* _What needs to be done_: In the material below, find every line with "Clara" and pull it out.
________
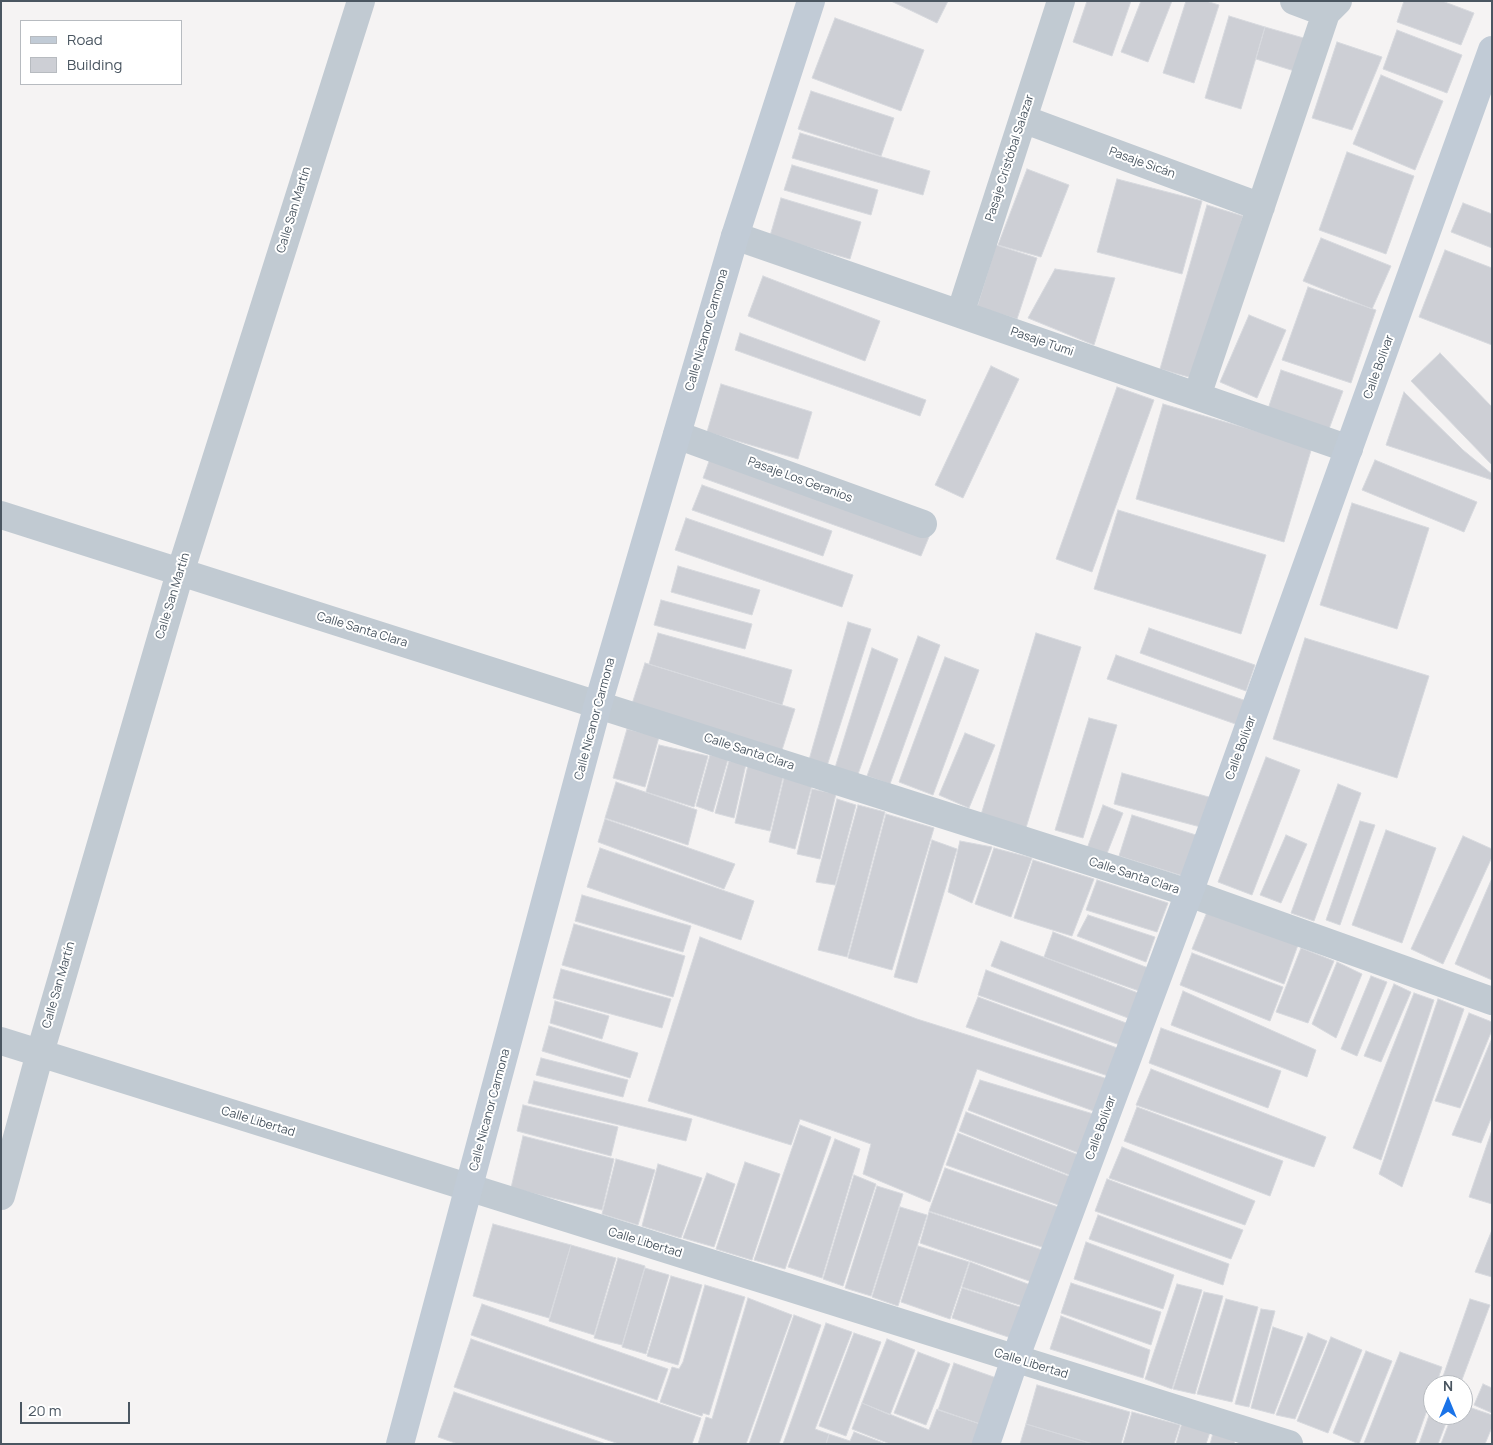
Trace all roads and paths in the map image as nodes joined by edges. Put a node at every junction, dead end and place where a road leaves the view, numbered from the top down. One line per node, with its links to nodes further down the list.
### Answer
1 (361, 1): 15 (street, Calle San Martín)
2 (811, 1): 8 (street, Calle Nicanor Carmona)
3 (1061, 1): 6 (street, Pasaje Cristóbal Salazar)
4 (1312, 4): 7 (street)
5 (1492, 50): 12 (street, Calle Bolívar)
6 (1023, 119): 7 (street, Pasaje Sicán); 9 (street, Pasaje Cristóbal Salazar)
7 (1261, 207): 10 (street)
8 (735, 236): 9 (street, Pasaje Tumi); 11 (street, Calle Nicanor Carmona)
9 (960, 314): 10 (street, Pasaje Tumi)
10 (1197, 396): 12 (street, Pasaje Tumi)
11 (677, 435): 14 (street, Pasaje Los Geranios); 16 (street, Calle Nicanor Carmona)
12 (1349, 448): 17 (street, Calle Bolívar)
13 (1, 515): 15 (street, Calle Santa Clara)
14 (923, 524)
15 (180, 573): 16 (street, Calle Santa Clara); 20 (street, Calle San Martín)
16 (598, 704): 17 (street, Calle Santa Clara); 21 (street, Calle Nicanor Carmona)
17 (1189, 893): 18 (street, Calle Santa Clara); 23 (street, Calle Bolívar)
18 (1492, 1001)
19 (1, 1041): 20 (street, Calle Libertad)
20 (40, 1053): 21 (street, Calle Libertad); 22 (street, Calle San Martín)
21 (469, 1188): 23 (street, Calle Libertad); 24 (street, Calle Nicanor Carmona)
22 (1, 1196)
23 (1015, 1359): 25 (street, Calle Bolívar); 26 (street, Calle Libertad)
24 (400, 1444)
25 (986, 1444)
26 (1289, 1444)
________
* _The answer_:
13 (1, 515): 15 (street, Calle Santa Clara)
15 (180, 573): 16 (street, Calle Santa Clara); 20 (street, Calle San Martín)
16 (598, 704): 17 (street, Calle Santa Clara); 21 (street, Calle Nicanor Carmona)
17 (1189, 893): 18 (street, Calle Santa Clara); 23 (street, Calle Bolívar)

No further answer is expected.